> _THE TASK_: Within the records below, find each line that holds the string "Drive", then copy it.

*** Block opens ***

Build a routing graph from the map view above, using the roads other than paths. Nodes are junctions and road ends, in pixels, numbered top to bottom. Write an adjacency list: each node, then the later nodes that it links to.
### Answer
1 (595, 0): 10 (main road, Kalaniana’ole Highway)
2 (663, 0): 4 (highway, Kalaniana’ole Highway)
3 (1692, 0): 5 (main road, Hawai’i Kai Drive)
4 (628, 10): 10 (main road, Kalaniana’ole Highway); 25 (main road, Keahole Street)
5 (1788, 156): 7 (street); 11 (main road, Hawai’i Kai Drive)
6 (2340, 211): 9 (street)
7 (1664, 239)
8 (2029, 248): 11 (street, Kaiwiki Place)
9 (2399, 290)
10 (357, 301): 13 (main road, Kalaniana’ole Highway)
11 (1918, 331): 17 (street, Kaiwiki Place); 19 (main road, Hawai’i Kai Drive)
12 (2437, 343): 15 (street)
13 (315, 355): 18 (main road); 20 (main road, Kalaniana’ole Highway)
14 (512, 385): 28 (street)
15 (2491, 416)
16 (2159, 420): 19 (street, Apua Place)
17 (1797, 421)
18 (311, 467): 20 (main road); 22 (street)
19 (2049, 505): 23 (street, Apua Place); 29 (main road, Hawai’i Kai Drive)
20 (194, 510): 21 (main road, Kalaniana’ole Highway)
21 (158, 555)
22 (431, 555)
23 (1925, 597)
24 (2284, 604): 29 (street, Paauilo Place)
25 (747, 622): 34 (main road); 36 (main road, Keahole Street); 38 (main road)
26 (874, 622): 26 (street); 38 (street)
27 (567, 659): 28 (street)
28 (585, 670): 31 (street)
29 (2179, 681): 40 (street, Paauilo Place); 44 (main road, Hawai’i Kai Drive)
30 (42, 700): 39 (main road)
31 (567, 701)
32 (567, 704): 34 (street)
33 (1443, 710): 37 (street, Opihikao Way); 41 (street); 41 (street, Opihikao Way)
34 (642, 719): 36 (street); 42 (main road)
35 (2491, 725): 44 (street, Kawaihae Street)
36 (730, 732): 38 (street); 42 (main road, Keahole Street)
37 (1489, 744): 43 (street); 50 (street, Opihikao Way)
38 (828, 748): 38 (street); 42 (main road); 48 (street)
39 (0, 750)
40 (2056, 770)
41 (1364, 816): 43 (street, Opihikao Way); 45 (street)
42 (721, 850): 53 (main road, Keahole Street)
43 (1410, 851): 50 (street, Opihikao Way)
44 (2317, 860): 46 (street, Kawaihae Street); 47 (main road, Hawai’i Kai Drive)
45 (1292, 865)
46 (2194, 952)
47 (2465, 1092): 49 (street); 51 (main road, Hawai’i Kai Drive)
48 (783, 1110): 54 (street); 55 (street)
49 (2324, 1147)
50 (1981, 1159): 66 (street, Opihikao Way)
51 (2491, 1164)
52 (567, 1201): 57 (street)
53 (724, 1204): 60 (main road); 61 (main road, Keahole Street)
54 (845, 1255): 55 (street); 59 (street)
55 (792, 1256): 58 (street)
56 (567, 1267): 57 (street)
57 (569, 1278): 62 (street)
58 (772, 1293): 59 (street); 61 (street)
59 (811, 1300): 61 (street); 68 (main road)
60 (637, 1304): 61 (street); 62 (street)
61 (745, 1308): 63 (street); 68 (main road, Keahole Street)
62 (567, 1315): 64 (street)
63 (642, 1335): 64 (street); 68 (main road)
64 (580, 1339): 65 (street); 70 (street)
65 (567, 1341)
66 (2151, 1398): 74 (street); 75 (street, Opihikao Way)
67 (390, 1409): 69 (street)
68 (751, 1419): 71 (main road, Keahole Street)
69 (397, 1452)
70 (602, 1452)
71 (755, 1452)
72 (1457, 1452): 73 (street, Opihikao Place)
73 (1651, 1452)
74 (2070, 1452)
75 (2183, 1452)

*** Block closes ***

> _RESULT OF THIS EXERCISE_:
3 (1692, 0): 5 (main road, Hawai’i Kai Drive)
5 (1788, 156): 7 (street); 11 (main road, Hawai’i Kai Drive)
11 (1918, 331): 17 (street, Kaiwiki Place); 19 (main road, Hawai’i Kai Drive)
19 (2049, 505): 23 (street, Apua Place); 29 (main road, Hawai’i Kai Drive)
29 (2179, 681): 40 (street, Paauilo Place); 44 (main road, Hawai’i Kai Drive)
44 (2317, 860): 46 (street, Kawaihae Street); 47 (main road, Hawai’i Kai Drive)
47 (2465, 1092): 49 (street); 51 (main road, Hawai’i Kai Drive)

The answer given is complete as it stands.